9 pensieri su “Pensioni anticipate, news Proietti: quota 100 utile, ora via dai 62/63 anni e quota 41

  1. E’ opportuno pensare e prendere in seria considerazione , che un invalido con una percentuale del 74 %, e una contribuzione massima di 35 anni, debba andare in pensione per ovvi motivi!!!!
    MA I POLITICI CONOSONO LE DIFFICOLTA’ SALUTISTICHE DI UN INVALIDO????

  2. Il governo paga Ragazzoni per stare sul divano ad aspettare un lavoro che non arriverà mai perché non c’è, e costringe gente invalidi e malati con 41-42-43 anni di servizio a lavorare e non pensiate che i dirigenti siano delicati con persone che non hanno più la salute anzi!!!!!……

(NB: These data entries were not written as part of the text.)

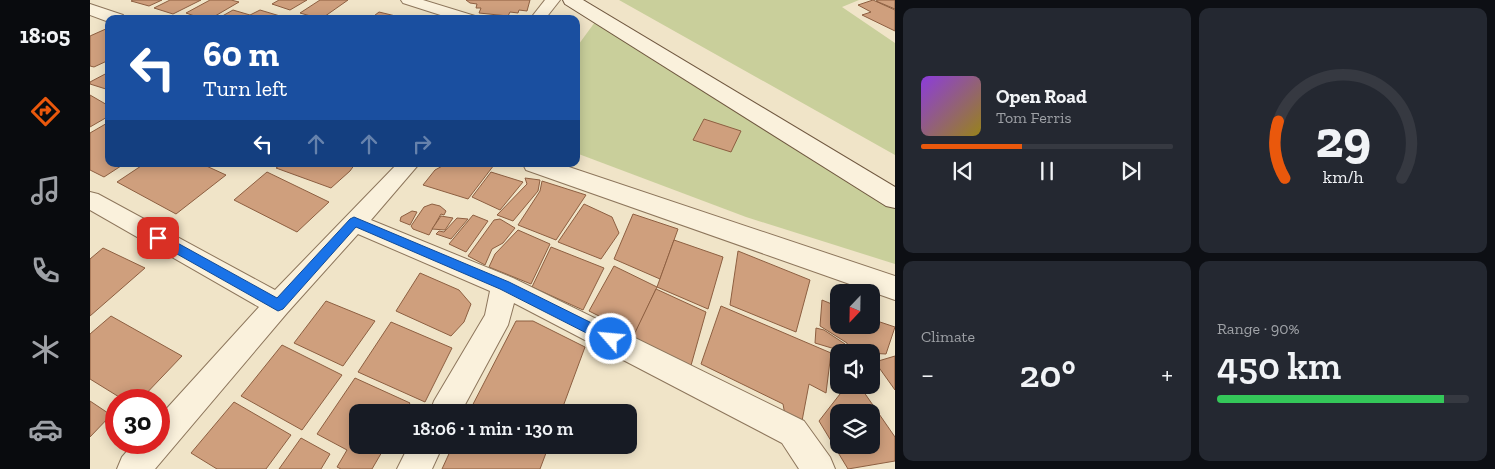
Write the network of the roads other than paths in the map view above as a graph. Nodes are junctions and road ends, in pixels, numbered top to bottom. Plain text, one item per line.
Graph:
1 (408, 0) edge
2 (553, 0) edge
3 (572, 0) edge
4 (584, 0) edge
5 (90, 9) edge
6 (106, 15) edge
7 (457, 15) edge
8 (540, 15) edge
9 (406, 167) edge
10 (544, 167) edge
11 (895, 184) edge
12 (895, 199) edge
13 (90, 200) edge
14 (354, 222) junction
15 (504, 286) junction
16 (895, 288) edge
17 (278, 305) junction
18 (449, 404) edge
19 (170, 428) edge
20 (147, 454) edge
21 (422, 454) edge
22 (134, 469) edge
23 (414, 469) edge
24 (818, 469) edge

1 - 7 street
2 - 8 street
3 - 12 main road
4 - 11 main road
5 - 6 main road
9 - 14 street
10 - 16 main road
13 - 17 street
14 - 15 street
14 - 17 street
15 - 18 street
15 - 24 street
17 - 19 street
20 - 22 street
21 - 23 street

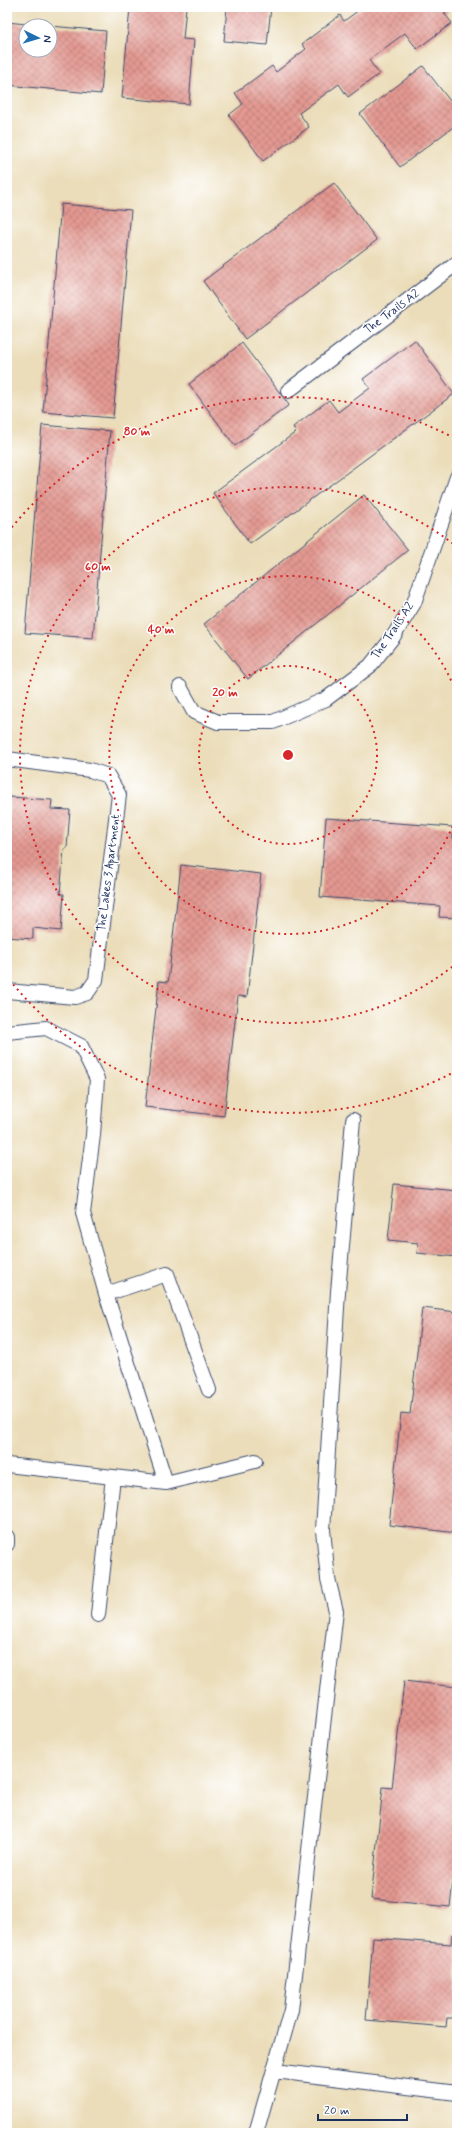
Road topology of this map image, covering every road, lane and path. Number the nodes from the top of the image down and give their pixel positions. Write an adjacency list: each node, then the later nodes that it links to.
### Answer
1 (457, 263): 2 (lane, The Trails A2)
2 (288, 391)
3 (457, 477): 4 (lane, The Trails A2)
4 (180, 687)
5 (7, 759): 6 (lane, The Lakes 3 Apartment)
6 (7, 990)
7 (7, 1032): 9 (lane)
8 (354, 1120): 18 (lane)
9 (106, 1294): 10 (lane); 14 (lane)
10 (209, 1390)
11 (254, 1461): 14 (lane)
12 (7, 1464): 13 (lane)
13 (113, 1477): 14 (lane); 17 (lane)
14 (166, 1483)
15 (7, 1537): 16 (lane)
16 (7, 1544)
17 (98, 1615)
18 (275, 2071): 19 (lane); 20 (lane)
19 (457, 2093)
20 (256, 2133)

  3. BISOGNA FARE 41 SENZA SE. E SENZA MA DIREI CHE 41 ANNI DI CONTRIBUTI ONESTAMENTE VERSATI BASTANO CI SIAMO ROTTI I COGLIONI DI ESSERE PRESI X IL CULO

  4. Per dare le pensioni anticipate e quindi prendere voti….a me ed sl mio convivente.. come hanno fatto con tantissimi hanno tolto dal 3 gennaio 2020…euro 260 al mese!!
    Non c e bisogno di aggiungere altro

  5. Purtroppo chi decide ,sono persone che non hanno mai lavorato una settimana .Chi scrive e’ gia’ in pensione ho lavorato 36 anni ed a 54 anni sono andato in pensione .Penso che onestamente altri 2/ 3 anni di lavoro li avrei potuto affrontare. Ma sempre onestamente sarebbero pesati tantissimo a livello fisico ,e molte notti proprio le ho trascorse faticosamente. Mi e’ andata bene come incidenti sul lavoro ,ma ripeto mi e’ andata bene ,Capitemi. Come si dice ,con la mia esperienza posso dire ,Le Donne max 38 anni di lavoro ,e max 40 per gli Uomini ,e senza paletti di eta’ in uscita .Anche perche’ i Precoci di riconoscimento non hanno ricevuto un bel NULLA Chi ci guadagna e’ chi ha iniziato a lavorare a 30 anni.Sembra Impossibile che nessuno ci pensi .Non si puo’ che certi vanno in pensione con 20 anni di contributi e altri e’ in discussione 41 anni ,CHE SCHIFO .Avete la mia Email ascoltate chi ha LAVORATO

  6. Questo è quello che andava fatto anni fa e sarebbe stata una cosa equa per tutti.. La vogliono capire che 41 anni di contributi sono tantissimi e che continuare a tenere vecchi al lavoro e controproducente gli anziani non spendono più non fanno girare economia il lavoro va dato si giovani che devono crearsi una vita e allora si economia ripartirà.. Ma purtroppo abbiamo dei cervelloni che certe cose non le capiscono continuano a far lavorare anziani e a non liberare posti per i giovani..

  7. Nei casi polizieschi colui che indaga ha sempre tre elementi da far quadrare: movente, occasione e mezzi.
    Proietti delinea una situazione analoga, indicando obiettivi (flessibilità diffusa tra i 62-63 anni e quota 41) e modi per arrivare gli obiettivi (seguire due strade primarie: separare assistenza e previdenza; diversificare l’accesso alla pensione tra le diverse tipologie di lavoro).
    Mancano i mezzi per percorrere le due strade primarie che servono per arrivare agli obiettivi.